• [TASK GOAL]: Where a line below holds the string "Loampit", that line goes into the answer.

---- RECORDS PROVIDED

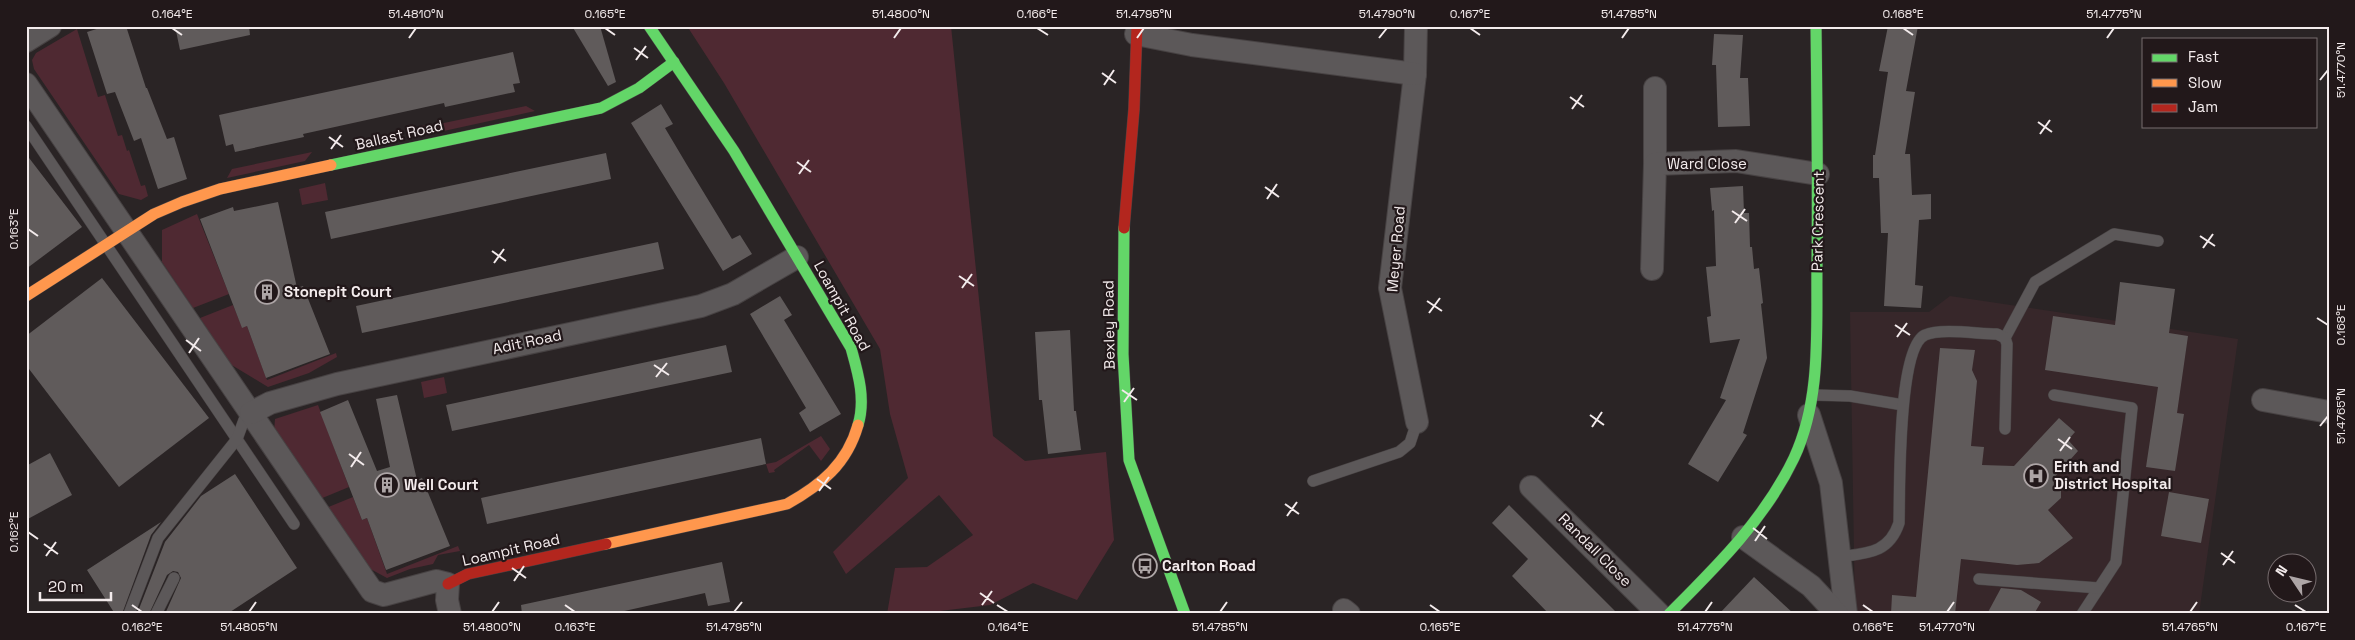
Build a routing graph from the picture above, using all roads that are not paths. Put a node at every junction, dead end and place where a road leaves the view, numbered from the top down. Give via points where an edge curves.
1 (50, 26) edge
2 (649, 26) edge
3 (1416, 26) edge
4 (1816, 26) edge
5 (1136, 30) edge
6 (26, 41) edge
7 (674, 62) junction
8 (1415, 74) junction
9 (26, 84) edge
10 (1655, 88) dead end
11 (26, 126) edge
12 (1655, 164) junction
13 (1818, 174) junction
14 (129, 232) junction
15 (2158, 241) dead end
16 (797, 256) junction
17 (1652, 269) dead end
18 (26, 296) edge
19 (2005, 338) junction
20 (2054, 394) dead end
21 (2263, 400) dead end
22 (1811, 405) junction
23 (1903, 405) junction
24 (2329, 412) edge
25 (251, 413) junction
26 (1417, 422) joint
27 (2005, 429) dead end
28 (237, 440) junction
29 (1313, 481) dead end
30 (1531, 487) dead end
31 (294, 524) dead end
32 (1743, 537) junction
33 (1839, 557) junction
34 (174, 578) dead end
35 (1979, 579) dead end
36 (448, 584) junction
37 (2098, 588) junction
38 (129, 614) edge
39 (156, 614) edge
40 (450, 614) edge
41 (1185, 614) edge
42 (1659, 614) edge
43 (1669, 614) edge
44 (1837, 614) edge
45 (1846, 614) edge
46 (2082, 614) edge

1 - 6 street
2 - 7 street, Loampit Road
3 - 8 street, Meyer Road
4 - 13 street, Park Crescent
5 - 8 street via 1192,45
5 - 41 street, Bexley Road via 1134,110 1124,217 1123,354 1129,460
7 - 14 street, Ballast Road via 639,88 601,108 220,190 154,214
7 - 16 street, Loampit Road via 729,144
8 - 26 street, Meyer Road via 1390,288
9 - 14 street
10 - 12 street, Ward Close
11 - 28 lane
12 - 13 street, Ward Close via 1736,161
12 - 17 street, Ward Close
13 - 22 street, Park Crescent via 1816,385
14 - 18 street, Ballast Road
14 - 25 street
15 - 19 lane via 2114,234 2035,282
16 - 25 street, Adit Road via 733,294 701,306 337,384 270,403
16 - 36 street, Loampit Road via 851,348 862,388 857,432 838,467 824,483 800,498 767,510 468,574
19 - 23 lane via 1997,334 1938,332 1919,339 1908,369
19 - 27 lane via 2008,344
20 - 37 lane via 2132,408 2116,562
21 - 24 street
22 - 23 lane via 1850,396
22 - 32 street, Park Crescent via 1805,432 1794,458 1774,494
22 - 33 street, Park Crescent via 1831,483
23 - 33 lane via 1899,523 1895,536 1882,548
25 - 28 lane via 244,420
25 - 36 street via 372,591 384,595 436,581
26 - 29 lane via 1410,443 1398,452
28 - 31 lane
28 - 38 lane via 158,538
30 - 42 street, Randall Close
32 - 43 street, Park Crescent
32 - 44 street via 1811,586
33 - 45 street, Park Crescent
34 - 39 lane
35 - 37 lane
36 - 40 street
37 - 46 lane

--------

• [ANSWER FOR THE TASK]:
2 - 7 street, Loampit Road
7 - 16 street, Loampit Road via 729,144
16 - 36 street, Loampit Road via 851,348 862,388 857,432 838,467 824,483 800,498 767,510 468,574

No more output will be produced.